Les autorités iraniennes s’accrochent à la censure d’internet au milieu d’accusations de dissimulation des répressions sur les manifestations.
Un organisme spécialisé a rapporté, ce jeudi, que le blocage de l’accès à internet en Iran, dont on craint qu’il ait pour objectif d’obscurcir la campagne de répression violente menée par les autorités contre les manifestants, entre dans sa troisième semaine.
L’organisation « NetBlocks » de surveillance des communications numériques a déclaré sur la plateforme « X » que « l’Iran est désormais sous un blackout national d’internet depuis deux semaines. »

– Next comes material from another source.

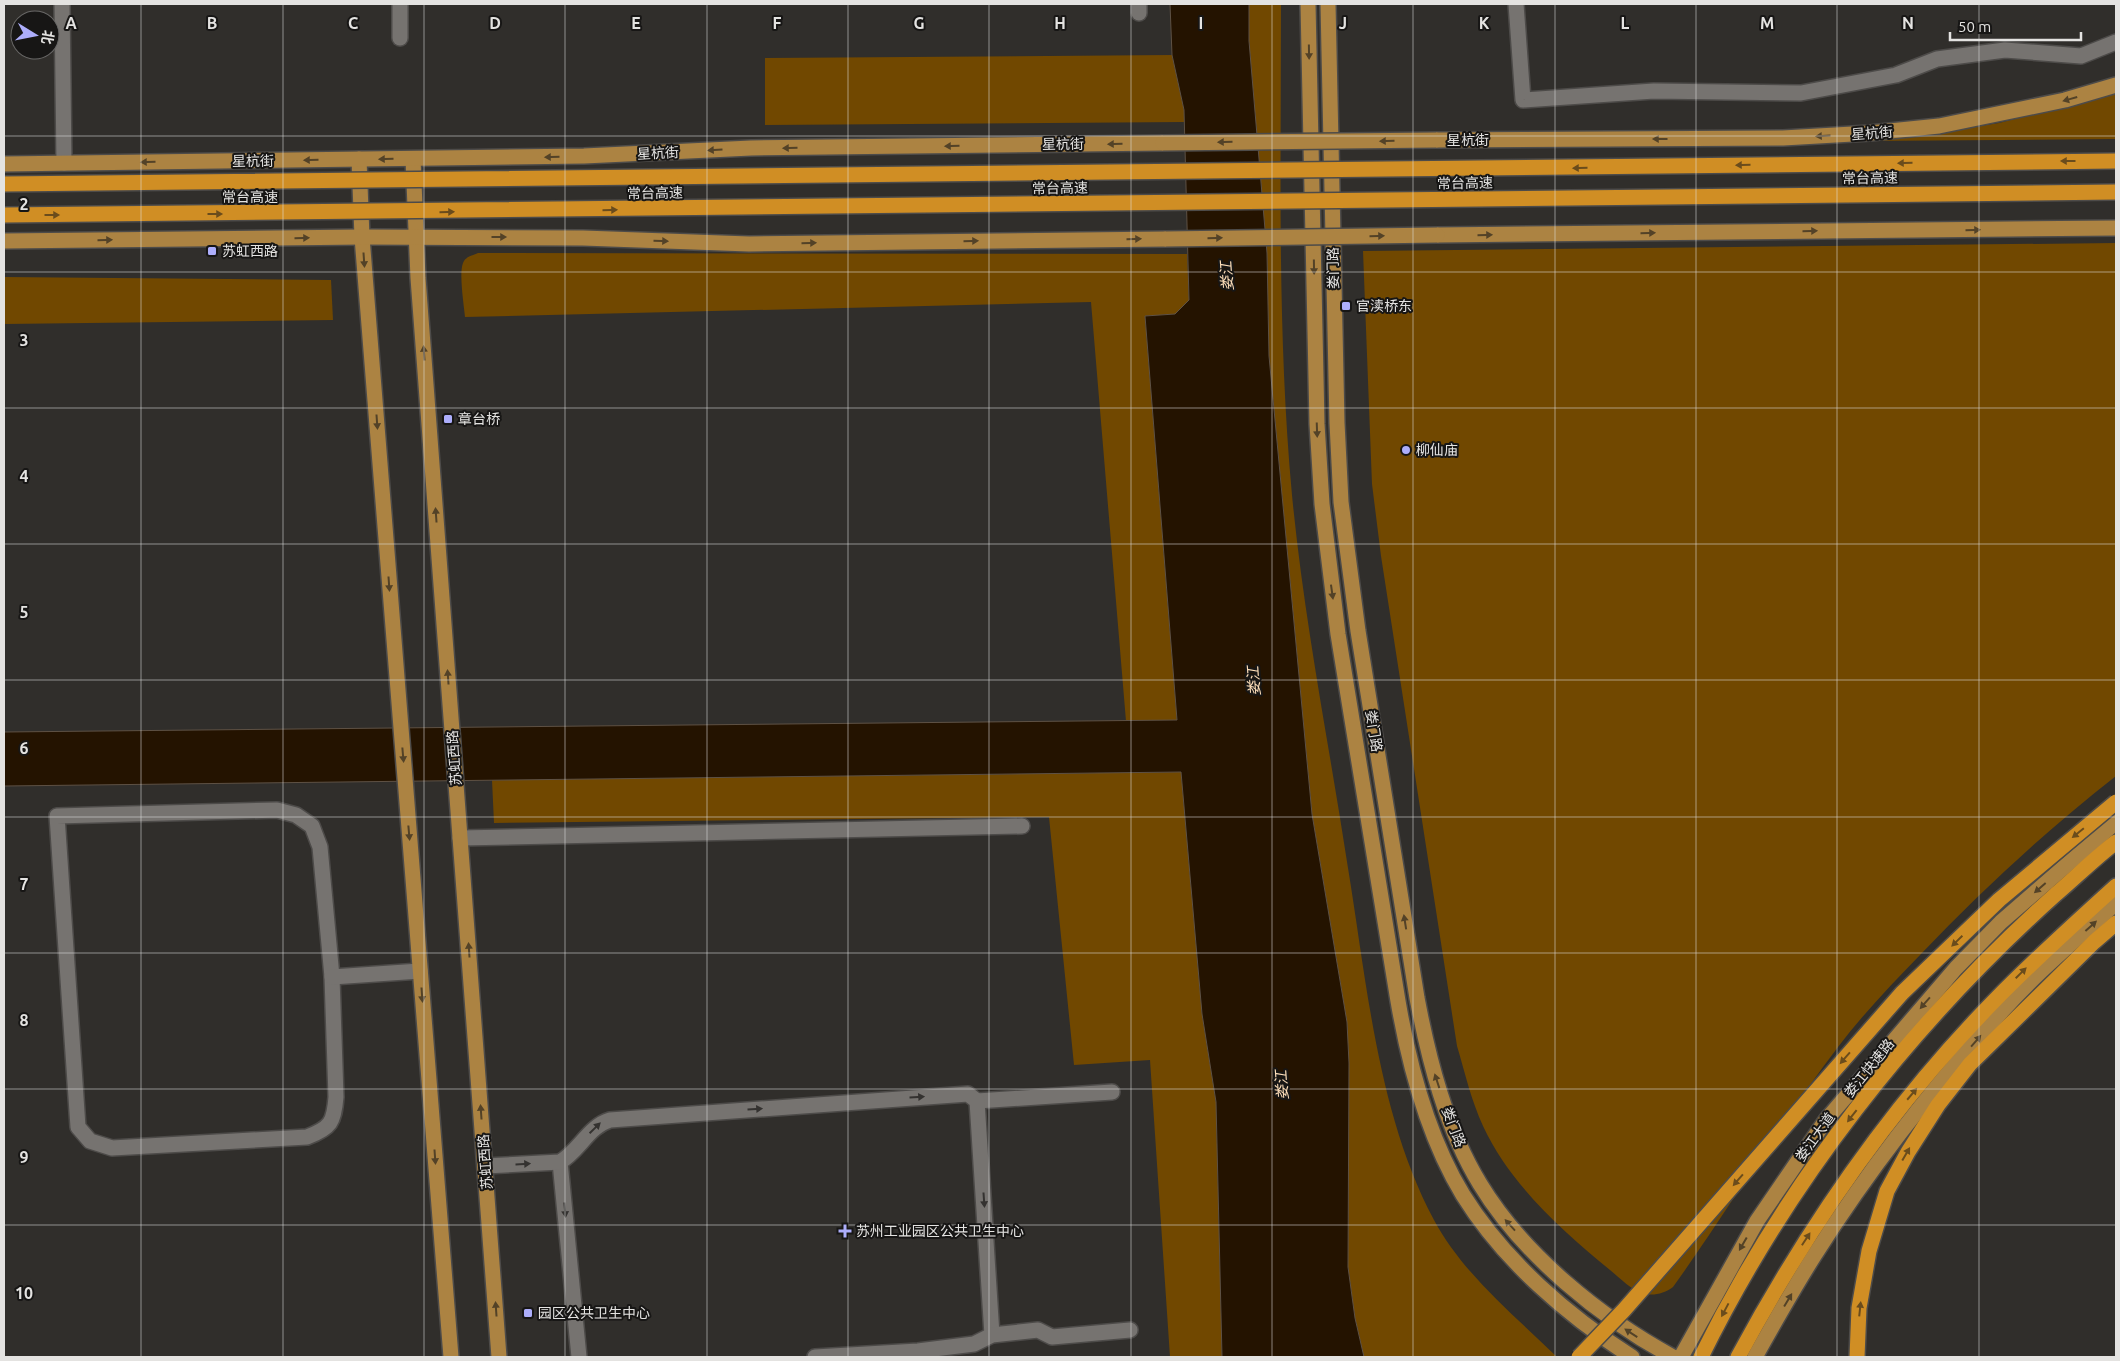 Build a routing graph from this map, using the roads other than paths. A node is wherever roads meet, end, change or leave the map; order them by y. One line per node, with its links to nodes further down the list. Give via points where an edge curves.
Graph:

Des rapports récents indiquent qu’un nombre croissant d’utilisateurs parviennent à se connecter au réseau en Iran. Cependant, l’organisation a confirmé que ces accès restent intermittents et se limitent aux sites et données approuvés par les autorités.

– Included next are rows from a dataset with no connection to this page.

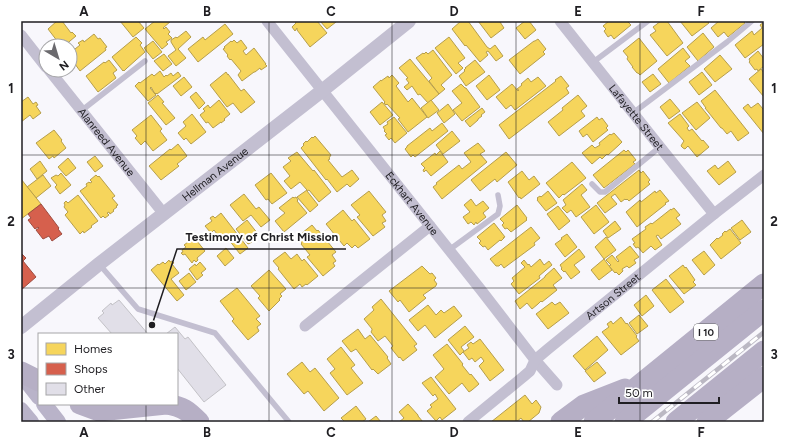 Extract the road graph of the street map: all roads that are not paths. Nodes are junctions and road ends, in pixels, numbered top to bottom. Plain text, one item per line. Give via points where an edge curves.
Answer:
1 (267, 21) edge
2 (409, 21) edge
3 (560, 21) edge
4 (648, 21) edge
5 (752, 21) edge
6 (21, 35) edge
7 (38, 57) edge
8 (145, 61) dead end
9 (592, 62) junction
10 (55, 78) edge
11 (323, 90) junction
12 (81, 111) junction
13 (633, 113) junction
14 (660, 147) junction
15 (764, 175) edge
16 (592, 184) dead end
17 (498, 195) dead end
18 (164, 214) junction
19 (714, 214) junction
20 (430, 226) junction
21 (449, 250) junction
22 (99, 264) junction
23 (764, 284) edge
24 (764, 310) edge
25 (305, 326) dead end
26 (21, 327) edge
27 (764, 352) edge
28 (535, 360) junction
29 (21, 373) edge
30 (764, 377) edge
31 (647, 380) junction
32 (38, 382) edge
33 (557, 385) dead end
34 (38, 397) edge
35 (45, 405) edge
36 (83, 405) edge
37 (156, 405) edge
38 (170, 405) edge
39 (21, 410) edge
40 (31, 422) edge
41 (58, 422) edge
42 (199, 422) edge
43 (289, 422) edge
44 (468, 422) edge
45 (561, 422) edge
46 (594, 422) edge
47 (625, 422) edge
48 (676, 422) edge
49 (707, 422) edge

1 - 11 street, Eckhart Avenue
2 - 11 street, Hellman Avenue
3 - 9 street, Lafayette Street
4 - 9 lane
5 - 13 lane
6 - 7 street
8 - 12 lane
9 - 13 street, Lafayette Street
10 - 12 street, Alanreed Avenue
11 - 18 street, Hellman Avenue
11 - 20 street, Eckhart Avenue
12 - 18 street, Alanreed Avenue
13 - 14 street, Lafayette Street
14 - 16 lane via 605,192 600,192
14 - 19 street, Lafayette Street
15 - 19 street, Artson Street
17 - 21 lane via 498,214
18 - 22 street, Hellman Avenue
19 - 28 street, Artson Street
20 - 21 street, Eckhart Avenue
20 - 25 street
21 - 28 street, Eckhart Avenue
22 - 26 street, Hellman Avenue
22 - 43 lane via 138,310 216,333
23 - 31 highway, I 10
24 - 47 highway
27 - 48 highway
28 - 33 street, Eckhart Avenue
28 - 44 street, Artson Street via 530,371
29 - 32 highway
29 - 34 main road
30 - 49 highway
31 - 45 highway via 584,405
31 - 46 highway, I 10
35 - 41 main road
36 - 37 highway via 99,410
38 - 42 highway via 189,412
39 - 40 main road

Dans son communiqué, l’organisation a précisé : « Avec le passage de l’heure 336 (sur le blocage d’internet), les niveaux de connexion stagnent avec seulement une légère hausse » du trafic lié aux « réseaux autorisés par le régime. »
Elle a ajouté : « Un petit nombre d’utilisateurs parviennent actuellement à établir des connexions avec le monde extérieur, » sans préciser quels outils sont utilisés à cet effet.

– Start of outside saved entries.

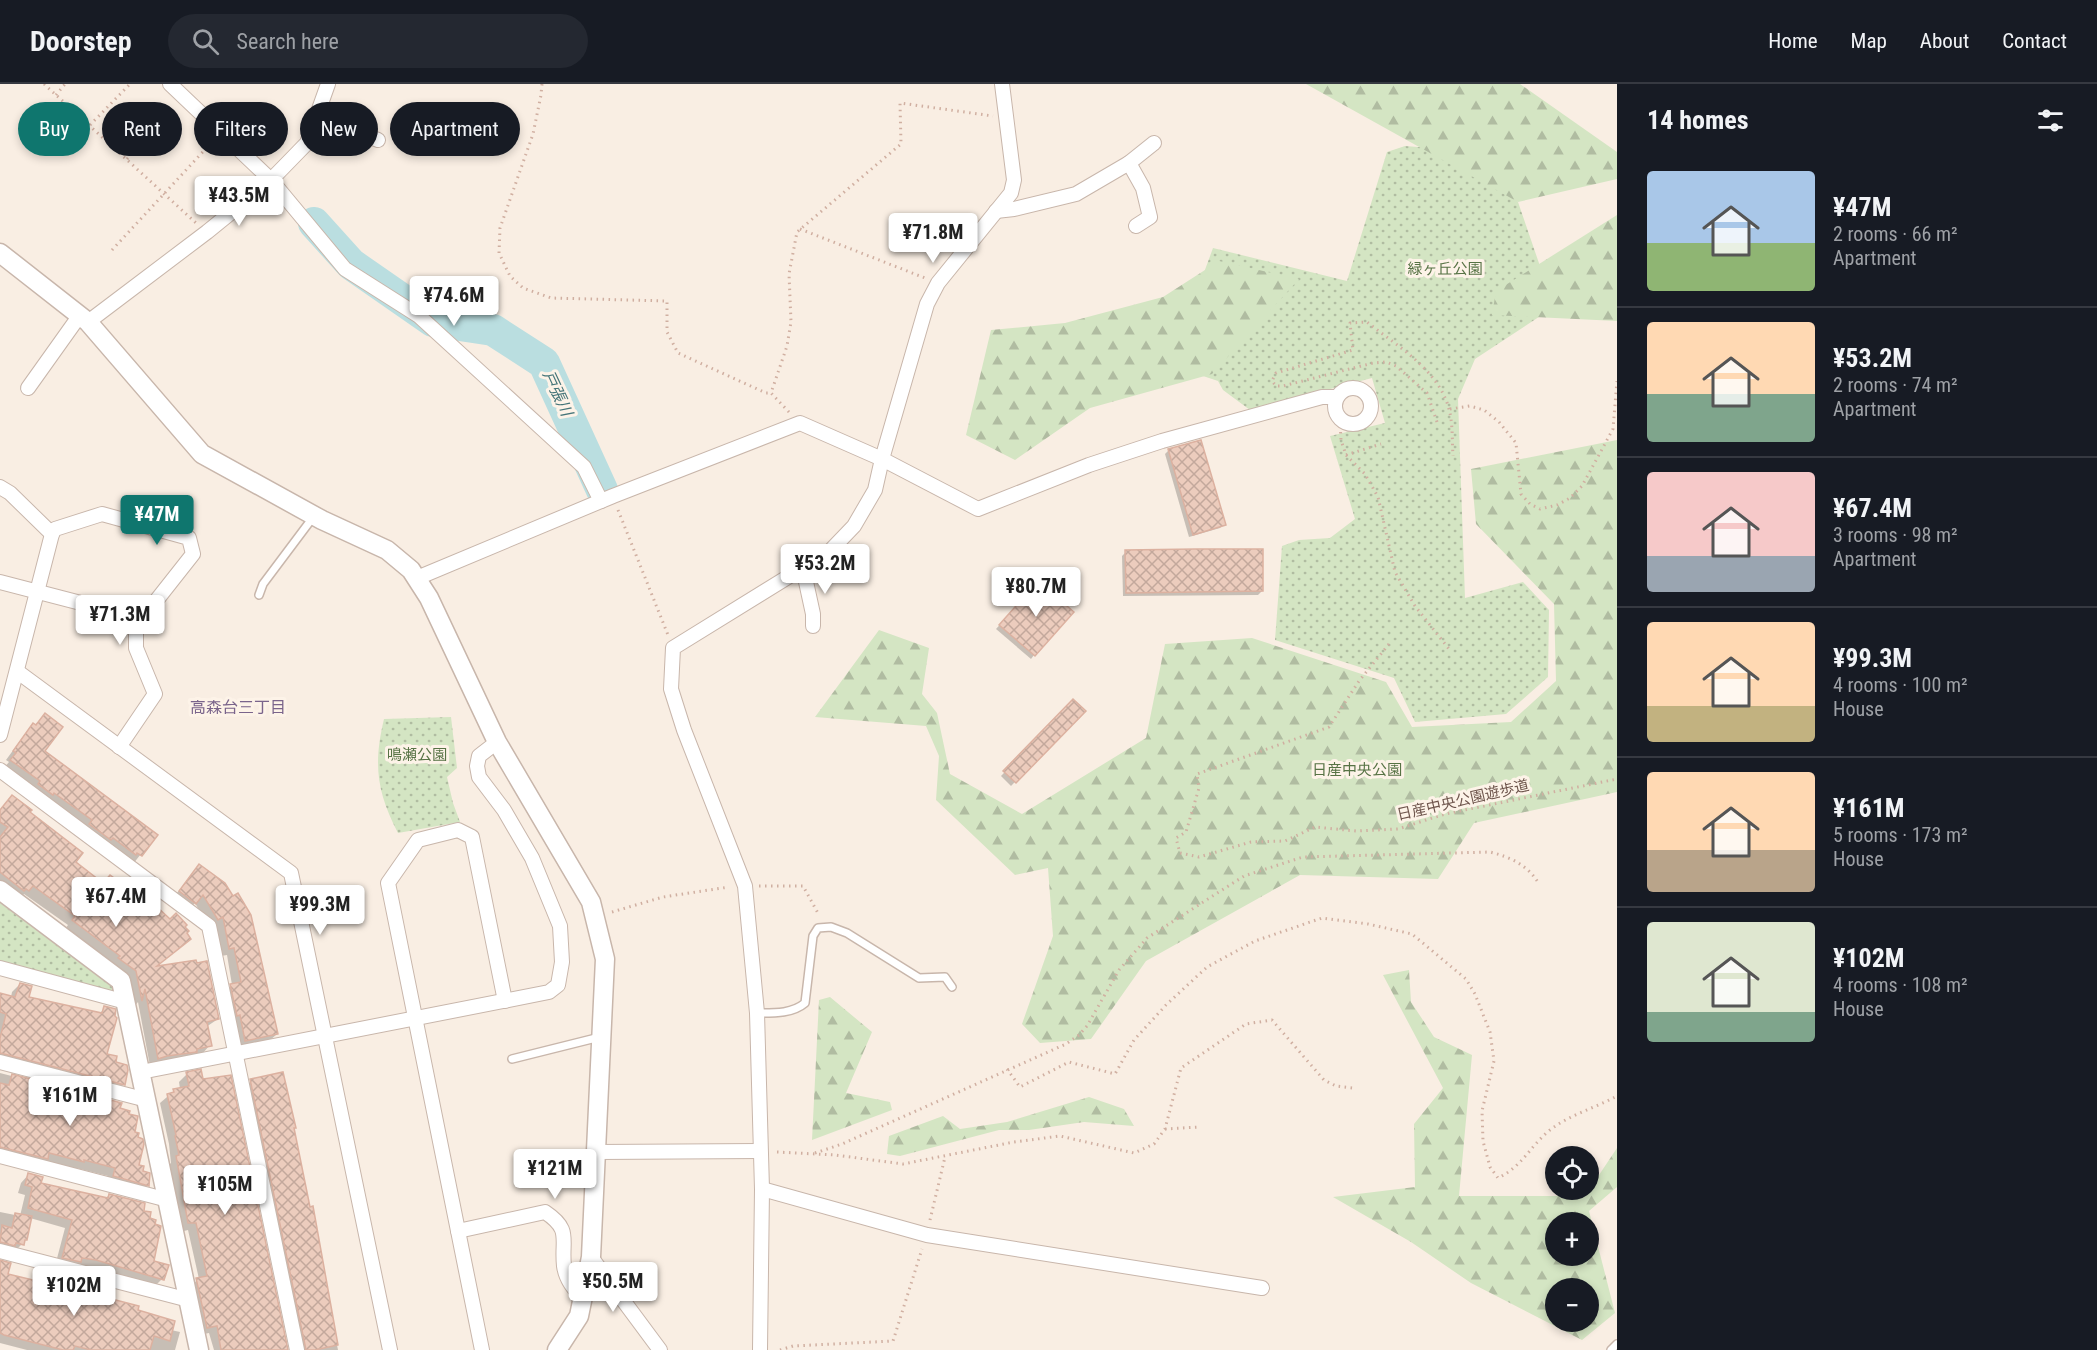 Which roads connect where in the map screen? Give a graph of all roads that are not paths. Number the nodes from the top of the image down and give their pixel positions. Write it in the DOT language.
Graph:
graph roads {
  1 [pos="170,84"];
  2 [pos="328,84"];
  3 [pos="1002,84"];
  4 [pos="322,102"];
  5 [pos="1154,143"];
  6 [pos="300,150"];
  7 [pos="1130,163"];
  8 [pos="271,180"];
  9 [pos="996,211"];
  10 [pos="1136,226"];
  11 [pos="0,253"];
  12 [pos="84,319"];
  13 [pos="28,388"];
  14 [pos="1337,397"];
  15 [pos="882,459"];
  16 [pos="0,488"];
  17 [pos="607,499"];
  18 [pos="314,516"];
  19 [pos="52,534"];
  20 [pos="803,568"];
  21 [pos="417,578"];
  22 [pos="0,582"];
  23 [pos="38,592"];
  24 [pos="260,595"];
  25 [pos="136,620"];
  26 [pos="813,626"];
  27 [pos="0,675"];
  28 [pos="16,675"];
  29 [pos="0,735"];
  30 [pos="497,742"];
  31 [pos="119,747"];
  32 [pos="0,771"];
  33 [pos="0,890"];
  34 [pos="0,968"];
  35 [pos="952,987"];
  36 [pos="505,1001"];
  37 [pos="126,1002"];
  38 [pos="757,1013"];
  39 [pos="415,1018"];
  40 [pos="602,1036"];
  41 [pos="325,1037"];
  42 [pos="236,1054"];
  43 [pos="512,1059"];
  44 [pos="0,1062"];
  45 [pos="141,1072"];
  46 [pos="147,1100"];
  47 [pos="760,1151"];
  48 [pos="597,1152"];
  49 [pos="0,1156"];
  50 [pos="762,1189"];
  51 [pos="168,1200"];
  52 [pos="458,1231"];
  53 [pos="0,1251"];
  54 [pos="591,1257"];
  55 [pos="1262,1288"];
  56 [pos="582,1299"];
  57 [pos="189,1300"];
  58 [pos="1617,1344"];
  59 [pos="199,1350"];
  60 [pos="297,1350"];
  61 [pos="390,1350"];
  62 [pos="482,1350"];
  63 [pos="557,1350"];
  64 [pos="660,1350"];
  65 [pos="760,1350"];
  66 [pos="1611,1350"];
  1 -- 8 [label="street"];
  2 -- 4 [label="street"];
  3 -- 9 [label="street"];
  5 -- 7 [label="street"];
  6 -- 8 [label="street"];
  7 -- 9 [label="street"];
  7 -- 10 [label="street"];
  8 -- 12 [label="street"];
  8 -- 17 [label="street"];
  9 -- 15 [label="street"];
  11 -- 12 [label="street"];
  12 -- 13 [label="street"];
  12 -- 18 [label="street"];
  14 -- 14 [label="street"];
  14 -- 15 [label="street"];
  15 -- 17 [label="street"];
  15 -- 20 [label="street"];
  16 -- 19 [label="street"];
  17 -- 21 [label="street"];
  18 -- 21 [label="street"];
  18 -- 24 [label="lane"];
  19 -- 23 [label="street"];
  19 -- 25 [label="street"];
  20 -- 26 [label="street"];
  20 -- 38 [label="street"];
  21 -- 30 [label="street"];
  22 -- 23 [label="street"];
  23 -- 25 [label="street"];
  23 -- 28 [label="street"];
  25 -- 31 [label="street"];
  27 -- 28 [label="street"];
  28 -- 29 [label="street"];
  28 -- 31 [label="street"];
  30 -- 36 [label="street"];
  30 -- 40 [label="street"];
  31 -- 41 [label="street"];
  32 -- 42 [label="street"];
  33 -- 37 [label="street"];
  34 -- 37 [label="street"];
  35 -- 38 [label="lane"];
  36 -- 39 [label="street"];
  36 -- 39 [label="street"];
  37 -- 45 [label="street"];
  38 -- 47 [label="street"];
  39 -- 41 [label="street"];
  39 -- 52 [label="street"];
  40 -- 43 [label="lane"];
  40 -- 48 [label="street"];
  41 -- 42 [label="street"];
  41 -- 61 [label="street"];
  42 -- 45 [label="street"];
  42 -- 60 [label="street"];
  44 -- 46 [label="street"];
  45 -- 46 [label="street"];
  46 -- 51 [label="street"];
  47 -- 48 [label="street"];
  47 -- 50 [label="street"];
  48 -- 54 [label="street"];
  49 -- 51 [label="street"];
  50 -- 55 [label="street"];
  50 -- 65 [label="street"];
  51 -- 57 [label="street"];
  52 -- 56 [label="street"];
  52 -- 62 [label="street"];
  53 -- 57 [label="street"];
  54 -- 56 [label="street"];
  54 -- 64 [label="street"];
  56 -- 63 [label="street"];
  57 -- 59 [label="street"];
  58 -- 66 [label="lane"];
}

Les autorités ont publié, mercredi, leur premier bilan officiel des manifestations, annonçant que 3 117 personnes avaient été tuées, parmi lesquelles 2 427 qualifiées de « martyrs », une référence aux membres des forces de sécurité ou aux innocents tués. Les autres sont des « émeutiers » accusés de recevoir un soutien de l’étranger, notamment des États-Unis.
Cependant, des organisations de défense des droits de l’homme affirment que ce bilan résulte des tirs directs des forces de sécurité sur les manifestants, avec un nombre réel de victimes pouvant approcher les 20 000.
Ces organisations insistent sur le fait que le blocage d’internet entrave leur capacité à vérifier le bilan.
Les autorités ont coupé l’accès à internet à partir de la nuit du 8 janvier, alors que les manifestations, qui avaient commencé fin décembre en raison de la détérioration des conditions de vie, s’élargissaient pour inclure des slogans hostiles au régime islamique au pouvoir depuis 1979.